Gustavo lo observó, lleno de decepción, y finalmente hizo una señal a Patricio para que lo llevara lejos de allí.
Viendo que Gustavo se marchaba, Samuel finalmente se atrevió a hablar.
"Papá, la familia Fuentes siempre había estado tranquila. Fue él quien insistió en divorciarse de Elián y, además, instigó a Melitina para que rompiera conmigo, lo que llevó a que todo se complicara de esta manera".
"No es tan inocente como aparenta.
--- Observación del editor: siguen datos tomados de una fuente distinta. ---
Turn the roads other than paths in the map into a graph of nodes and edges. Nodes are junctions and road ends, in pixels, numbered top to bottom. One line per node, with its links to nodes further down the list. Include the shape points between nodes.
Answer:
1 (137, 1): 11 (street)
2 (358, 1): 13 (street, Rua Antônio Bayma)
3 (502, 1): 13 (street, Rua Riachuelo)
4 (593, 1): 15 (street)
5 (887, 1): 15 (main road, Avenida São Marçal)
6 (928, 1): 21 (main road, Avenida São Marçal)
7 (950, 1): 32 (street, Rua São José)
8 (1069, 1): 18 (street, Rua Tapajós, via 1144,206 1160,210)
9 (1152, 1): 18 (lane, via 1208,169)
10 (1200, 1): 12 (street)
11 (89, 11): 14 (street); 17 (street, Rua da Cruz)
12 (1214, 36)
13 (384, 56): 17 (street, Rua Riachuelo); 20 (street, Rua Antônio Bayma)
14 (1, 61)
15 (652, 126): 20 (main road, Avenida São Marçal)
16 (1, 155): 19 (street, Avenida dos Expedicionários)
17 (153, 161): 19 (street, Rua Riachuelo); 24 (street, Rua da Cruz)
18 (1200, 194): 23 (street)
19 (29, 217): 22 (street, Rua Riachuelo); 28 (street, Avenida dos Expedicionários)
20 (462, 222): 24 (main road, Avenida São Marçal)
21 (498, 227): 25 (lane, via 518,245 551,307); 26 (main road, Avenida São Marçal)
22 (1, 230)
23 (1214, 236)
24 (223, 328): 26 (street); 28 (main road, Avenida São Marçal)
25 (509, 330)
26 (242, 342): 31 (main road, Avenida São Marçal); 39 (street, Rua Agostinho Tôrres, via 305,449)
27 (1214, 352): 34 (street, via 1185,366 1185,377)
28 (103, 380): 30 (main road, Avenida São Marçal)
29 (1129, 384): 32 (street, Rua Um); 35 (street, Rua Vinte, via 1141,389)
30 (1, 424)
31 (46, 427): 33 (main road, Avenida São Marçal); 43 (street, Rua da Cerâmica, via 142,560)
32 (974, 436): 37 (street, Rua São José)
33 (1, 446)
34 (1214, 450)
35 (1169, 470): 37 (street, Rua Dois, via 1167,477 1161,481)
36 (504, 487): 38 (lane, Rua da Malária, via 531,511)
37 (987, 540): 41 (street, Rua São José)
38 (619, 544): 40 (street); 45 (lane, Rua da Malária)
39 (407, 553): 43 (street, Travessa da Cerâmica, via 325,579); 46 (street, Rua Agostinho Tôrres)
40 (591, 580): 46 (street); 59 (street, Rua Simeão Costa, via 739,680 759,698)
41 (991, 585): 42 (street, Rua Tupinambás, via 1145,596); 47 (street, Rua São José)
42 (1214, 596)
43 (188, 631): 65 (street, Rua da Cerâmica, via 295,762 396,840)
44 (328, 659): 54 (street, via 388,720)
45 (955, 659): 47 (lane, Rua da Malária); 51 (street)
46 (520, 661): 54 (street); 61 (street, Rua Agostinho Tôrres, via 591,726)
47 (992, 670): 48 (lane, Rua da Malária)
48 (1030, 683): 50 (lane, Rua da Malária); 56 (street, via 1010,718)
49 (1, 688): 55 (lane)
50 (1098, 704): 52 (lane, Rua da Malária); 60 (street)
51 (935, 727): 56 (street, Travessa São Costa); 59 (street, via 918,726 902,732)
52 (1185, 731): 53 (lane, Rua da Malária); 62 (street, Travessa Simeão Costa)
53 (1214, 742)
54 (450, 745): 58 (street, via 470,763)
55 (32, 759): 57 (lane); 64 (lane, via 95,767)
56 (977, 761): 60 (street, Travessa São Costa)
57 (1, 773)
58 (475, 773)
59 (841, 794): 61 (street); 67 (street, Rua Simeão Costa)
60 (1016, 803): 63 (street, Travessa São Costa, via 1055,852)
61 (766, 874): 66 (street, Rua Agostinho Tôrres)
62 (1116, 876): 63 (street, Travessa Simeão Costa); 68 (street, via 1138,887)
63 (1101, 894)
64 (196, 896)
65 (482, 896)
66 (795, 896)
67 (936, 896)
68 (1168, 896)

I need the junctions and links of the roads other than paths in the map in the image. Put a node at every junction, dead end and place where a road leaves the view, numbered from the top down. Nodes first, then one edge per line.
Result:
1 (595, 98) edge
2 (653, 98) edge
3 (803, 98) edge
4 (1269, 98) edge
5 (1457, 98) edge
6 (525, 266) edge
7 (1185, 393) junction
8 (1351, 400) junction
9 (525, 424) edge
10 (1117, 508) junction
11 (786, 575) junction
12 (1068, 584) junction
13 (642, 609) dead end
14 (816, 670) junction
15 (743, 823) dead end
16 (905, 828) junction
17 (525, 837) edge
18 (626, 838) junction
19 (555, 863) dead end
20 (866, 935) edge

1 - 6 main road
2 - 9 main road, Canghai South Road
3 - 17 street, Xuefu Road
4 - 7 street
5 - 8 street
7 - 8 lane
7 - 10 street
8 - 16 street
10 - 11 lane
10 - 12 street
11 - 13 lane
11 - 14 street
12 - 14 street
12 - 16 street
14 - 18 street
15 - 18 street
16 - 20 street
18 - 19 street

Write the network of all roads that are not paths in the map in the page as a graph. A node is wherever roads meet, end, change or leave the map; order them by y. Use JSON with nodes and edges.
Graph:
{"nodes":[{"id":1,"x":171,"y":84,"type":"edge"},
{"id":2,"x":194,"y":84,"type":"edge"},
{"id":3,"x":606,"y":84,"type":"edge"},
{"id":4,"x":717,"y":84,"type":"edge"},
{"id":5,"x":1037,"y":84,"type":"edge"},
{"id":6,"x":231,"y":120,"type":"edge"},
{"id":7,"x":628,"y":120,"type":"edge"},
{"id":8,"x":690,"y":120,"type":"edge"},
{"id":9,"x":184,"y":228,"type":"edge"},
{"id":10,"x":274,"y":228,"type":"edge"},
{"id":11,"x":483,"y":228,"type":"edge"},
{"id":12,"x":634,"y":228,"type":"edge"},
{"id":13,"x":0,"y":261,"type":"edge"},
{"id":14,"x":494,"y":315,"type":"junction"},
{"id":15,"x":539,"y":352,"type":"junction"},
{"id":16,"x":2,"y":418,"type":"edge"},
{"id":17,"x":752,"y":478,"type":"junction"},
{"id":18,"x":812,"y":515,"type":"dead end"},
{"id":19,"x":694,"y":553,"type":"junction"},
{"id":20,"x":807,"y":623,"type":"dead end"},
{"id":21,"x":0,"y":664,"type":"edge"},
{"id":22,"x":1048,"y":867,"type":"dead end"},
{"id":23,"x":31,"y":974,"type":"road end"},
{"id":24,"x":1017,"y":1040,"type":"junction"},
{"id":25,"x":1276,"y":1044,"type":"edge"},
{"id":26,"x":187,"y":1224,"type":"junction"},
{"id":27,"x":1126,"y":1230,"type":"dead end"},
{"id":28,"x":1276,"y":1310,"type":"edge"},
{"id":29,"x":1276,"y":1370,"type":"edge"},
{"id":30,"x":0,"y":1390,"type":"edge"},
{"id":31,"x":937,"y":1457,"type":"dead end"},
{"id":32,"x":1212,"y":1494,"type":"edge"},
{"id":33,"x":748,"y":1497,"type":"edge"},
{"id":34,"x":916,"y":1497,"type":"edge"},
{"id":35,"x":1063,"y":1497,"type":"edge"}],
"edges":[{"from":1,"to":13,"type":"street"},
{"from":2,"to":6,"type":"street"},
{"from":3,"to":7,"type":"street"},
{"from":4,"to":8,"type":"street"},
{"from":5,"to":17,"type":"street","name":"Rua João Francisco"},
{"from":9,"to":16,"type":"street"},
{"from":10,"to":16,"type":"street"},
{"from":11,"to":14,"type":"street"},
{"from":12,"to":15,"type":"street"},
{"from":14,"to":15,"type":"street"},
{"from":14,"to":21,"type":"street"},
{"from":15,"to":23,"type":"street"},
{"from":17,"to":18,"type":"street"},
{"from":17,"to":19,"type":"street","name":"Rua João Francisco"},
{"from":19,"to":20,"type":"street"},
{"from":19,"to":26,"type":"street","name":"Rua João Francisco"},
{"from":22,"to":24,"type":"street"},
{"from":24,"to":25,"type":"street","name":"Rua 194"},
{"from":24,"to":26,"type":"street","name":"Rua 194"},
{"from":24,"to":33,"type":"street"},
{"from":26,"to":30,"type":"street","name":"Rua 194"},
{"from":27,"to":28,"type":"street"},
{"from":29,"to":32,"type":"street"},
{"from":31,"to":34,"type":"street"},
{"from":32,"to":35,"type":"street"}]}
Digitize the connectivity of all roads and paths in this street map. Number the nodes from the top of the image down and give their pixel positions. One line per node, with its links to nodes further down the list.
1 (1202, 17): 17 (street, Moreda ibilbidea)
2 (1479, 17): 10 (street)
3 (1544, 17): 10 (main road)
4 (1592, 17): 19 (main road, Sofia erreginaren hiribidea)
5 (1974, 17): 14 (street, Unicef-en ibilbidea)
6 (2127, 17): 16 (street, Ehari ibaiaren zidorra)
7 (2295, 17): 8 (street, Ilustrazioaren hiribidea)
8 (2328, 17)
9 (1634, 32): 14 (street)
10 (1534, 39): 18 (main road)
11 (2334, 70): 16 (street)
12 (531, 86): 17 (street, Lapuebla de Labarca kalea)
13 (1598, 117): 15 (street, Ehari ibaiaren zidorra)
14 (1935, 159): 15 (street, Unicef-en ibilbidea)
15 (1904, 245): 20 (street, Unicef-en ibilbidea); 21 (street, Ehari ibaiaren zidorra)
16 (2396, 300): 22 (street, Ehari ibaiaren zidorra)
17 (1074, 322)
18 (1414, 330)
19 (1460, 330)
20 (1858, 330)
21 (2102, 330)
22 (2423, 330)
Ahora que tiene a la familia Azul respaldándola, toda esa docilidad era solo una fachada".
Gustavo miró a Samuel con desagrado y le dijo en tono grave:
"Te he aconsejado durante años que te alejaras de Ivana, pero nunca rompiste con ella. Incluso la mantuviste por fuera todo este tiempo".
"Si realmente hubieras terminado con ella, ¿crees que me habría opuesto a que Emilio formara parte de la familia Fuentes? Pero decidiste enredarte con esa mujer, ignorando los sentimientos de Elián y Melitina".
"Si permitiera que Emilio entrara a la familia Fuentes, realmente se convertiría en un desastre. ¡No quiero imaginar cómo tú y esa mujer podrían manipular a Melitina y Elián!"
Melitina era la esposa que Gustavo había escogido personalmente para Samuel, y Elián, el nieto que había criado desde pequeño.
Por cualquier lado que lo viera, Gustavo nunca permitiría que Samuel e Ivana pisotearan a Elián.
Samuel, viendo la mirada llena de desprecio y decepción de Gustavo, se sintió desesperado.
"Papá, sé que me equivoqué, soy tu único hijo. Ayúdame a salir de aquí, no quiero quedarme más".
Elián ya había despertado.
Si esta vez no lograba que Gustavo lo sacara de allí, probablemente tendría que pasar varios años en ese lugar.
Samuel jamás había soportado situaciones difíciles y no estaba dispuesto a empezar ahora.